Exercise details
Calculate how many lines in the following records hold the word "text", and report that number without comment.
───── Entries supplied ─────
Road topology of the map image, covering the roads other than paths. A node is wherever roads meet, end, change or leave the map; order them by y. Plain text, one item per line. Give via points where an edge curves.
─────
───── Entries supplied ─────
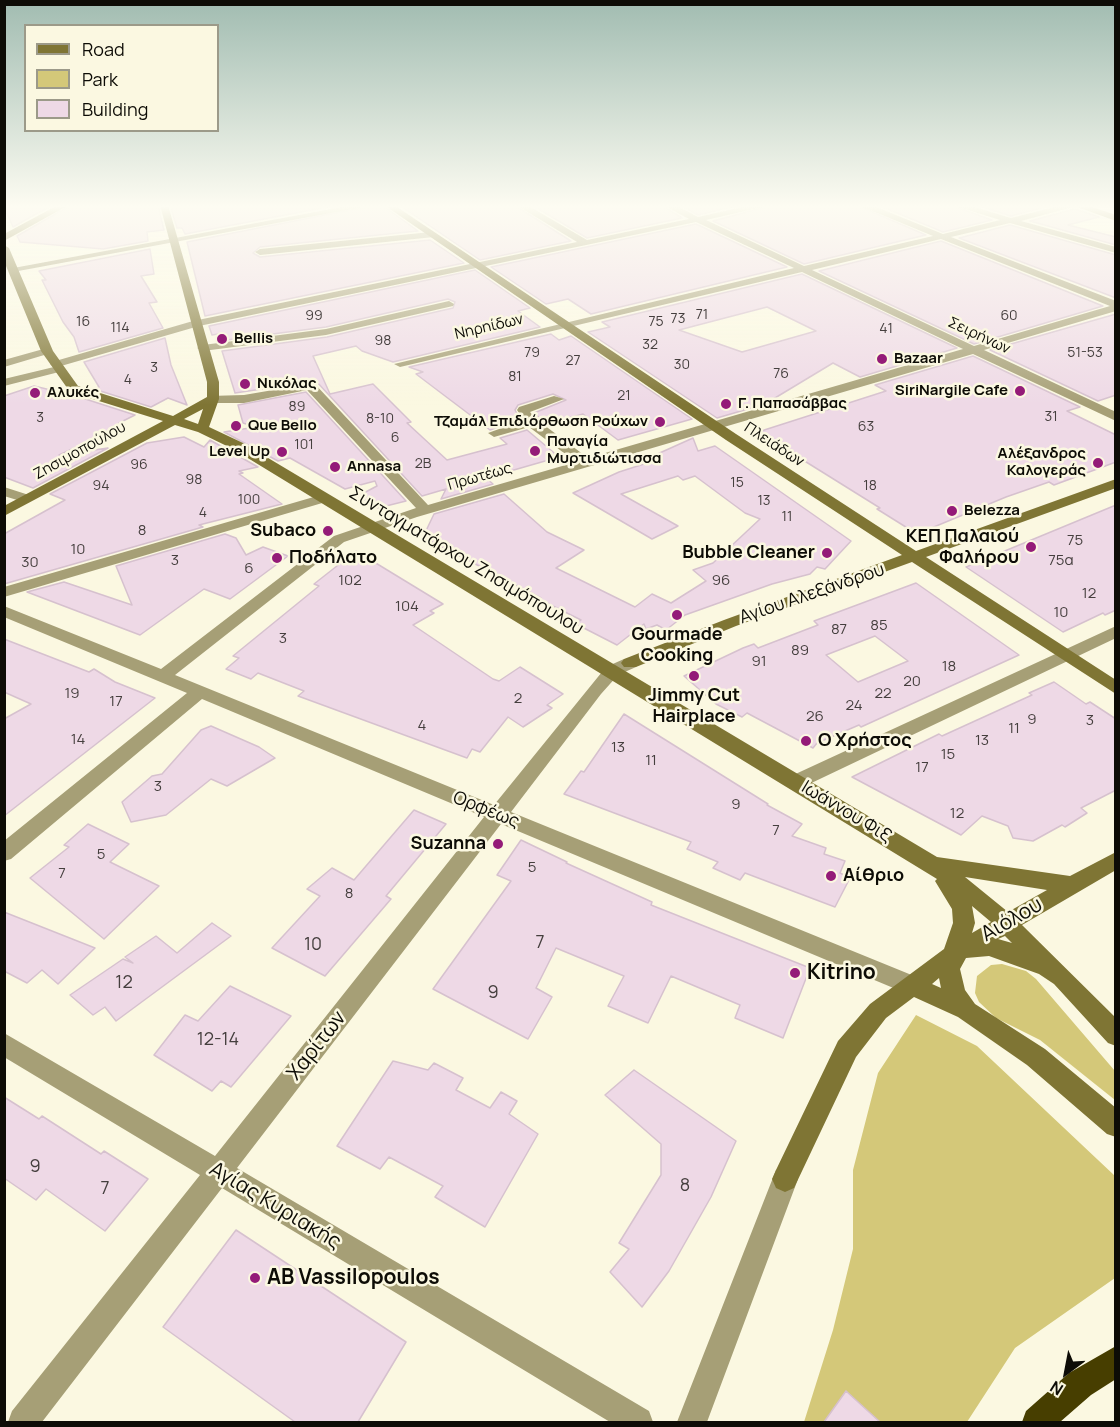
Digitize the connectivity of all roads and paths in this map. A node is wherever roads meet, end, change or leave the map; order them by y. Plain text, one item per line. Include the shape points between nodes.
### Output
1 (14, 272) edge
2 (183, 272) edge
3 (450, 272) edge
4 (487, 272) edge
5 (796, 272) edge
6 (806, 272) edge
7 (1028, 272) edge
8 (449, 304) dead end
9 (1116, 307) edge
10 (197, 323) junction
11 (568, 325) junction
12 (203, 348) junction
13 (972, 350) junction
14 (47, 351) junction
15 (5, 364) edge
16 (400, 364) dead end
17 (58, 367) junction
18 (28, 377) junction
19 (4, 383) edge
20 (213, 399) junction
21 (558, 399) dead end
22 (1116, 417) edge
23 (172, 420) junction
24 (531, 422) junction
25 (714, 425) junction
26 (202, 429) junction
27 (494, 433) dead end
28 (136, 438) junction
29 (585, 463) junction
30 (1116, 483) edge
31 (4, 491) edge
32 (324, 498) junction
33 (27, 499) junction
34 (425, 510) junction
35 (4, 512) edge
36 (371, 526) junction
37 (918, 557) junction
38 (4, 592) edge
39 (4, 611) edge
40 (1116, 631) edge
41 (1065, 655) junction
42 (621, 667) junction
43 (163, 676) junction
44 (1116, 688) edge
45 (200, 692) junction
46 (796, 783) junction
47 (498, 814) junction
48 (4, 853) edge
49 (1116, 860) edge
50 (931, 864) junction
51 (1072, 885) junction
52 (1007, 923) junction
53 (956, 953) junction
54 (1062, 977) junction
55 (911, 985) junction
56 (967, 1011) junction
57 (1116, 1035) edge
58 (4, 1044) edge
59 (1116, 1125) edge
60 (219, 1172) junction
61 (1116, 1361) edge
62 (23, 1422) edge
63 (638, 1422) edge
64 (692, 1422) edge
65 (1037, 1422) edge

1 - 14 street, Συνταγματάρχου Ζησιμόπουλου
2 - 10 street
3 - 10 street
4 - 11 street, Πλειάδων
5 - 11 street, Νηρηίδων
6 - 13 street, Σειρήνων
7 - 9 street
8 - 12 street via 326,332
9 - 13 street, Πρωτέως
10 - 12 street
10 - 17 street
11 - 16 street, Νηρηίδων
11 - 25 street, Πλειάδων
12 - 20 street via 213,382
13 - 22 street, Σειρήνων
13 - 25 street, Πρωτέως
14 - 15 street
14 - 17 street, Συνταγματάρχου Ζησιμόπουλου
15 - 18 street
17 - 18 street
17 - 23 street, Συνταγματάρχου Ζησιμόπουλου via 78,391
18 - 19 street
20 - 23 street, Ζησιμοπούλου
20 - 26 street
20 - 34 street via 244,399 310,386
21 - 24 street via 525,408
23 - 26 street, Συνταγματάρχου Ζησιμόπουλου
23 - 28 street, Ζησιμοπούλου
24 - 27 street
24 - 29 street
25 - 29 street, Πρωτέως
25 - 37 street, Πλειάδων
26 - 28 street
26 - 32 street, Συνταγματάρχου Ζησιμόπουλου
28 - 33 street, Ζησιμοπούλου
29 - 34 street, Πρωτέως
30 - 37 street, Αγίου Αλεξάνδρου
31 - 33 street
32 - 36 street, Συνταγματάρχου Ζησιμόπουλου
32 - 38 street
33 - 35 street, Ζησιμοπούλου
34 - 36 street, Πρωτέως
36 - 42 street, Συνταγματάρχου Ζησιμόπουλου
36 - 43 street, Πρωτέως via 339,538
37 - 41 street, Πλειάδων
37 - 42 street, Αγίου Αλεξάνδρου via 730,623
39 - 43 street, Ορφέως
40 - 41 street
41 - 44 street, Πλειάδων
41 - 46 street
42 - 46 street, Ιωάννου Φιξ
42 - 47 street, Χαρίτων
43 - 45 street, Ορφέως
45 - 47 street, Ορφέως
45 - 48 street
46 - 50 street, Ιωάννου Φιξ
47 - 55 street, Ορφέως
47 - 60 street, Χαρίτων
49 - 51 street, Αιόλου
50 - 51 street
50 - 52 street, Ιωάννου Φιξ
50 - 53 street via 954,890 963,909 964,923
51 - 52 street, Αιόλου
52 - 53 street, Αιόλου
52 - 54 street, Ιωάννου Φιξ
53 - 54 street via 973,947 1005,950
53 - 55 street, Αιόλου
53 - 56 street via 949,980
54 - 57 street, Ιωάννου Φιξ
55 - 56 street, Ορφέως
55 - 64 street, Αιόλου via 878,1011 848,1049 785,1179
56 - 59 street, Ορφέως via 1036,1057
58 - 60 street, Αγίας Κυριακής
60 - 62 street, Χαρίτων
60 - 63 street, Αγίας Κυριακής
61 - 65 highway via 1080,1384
─────
The completed task
2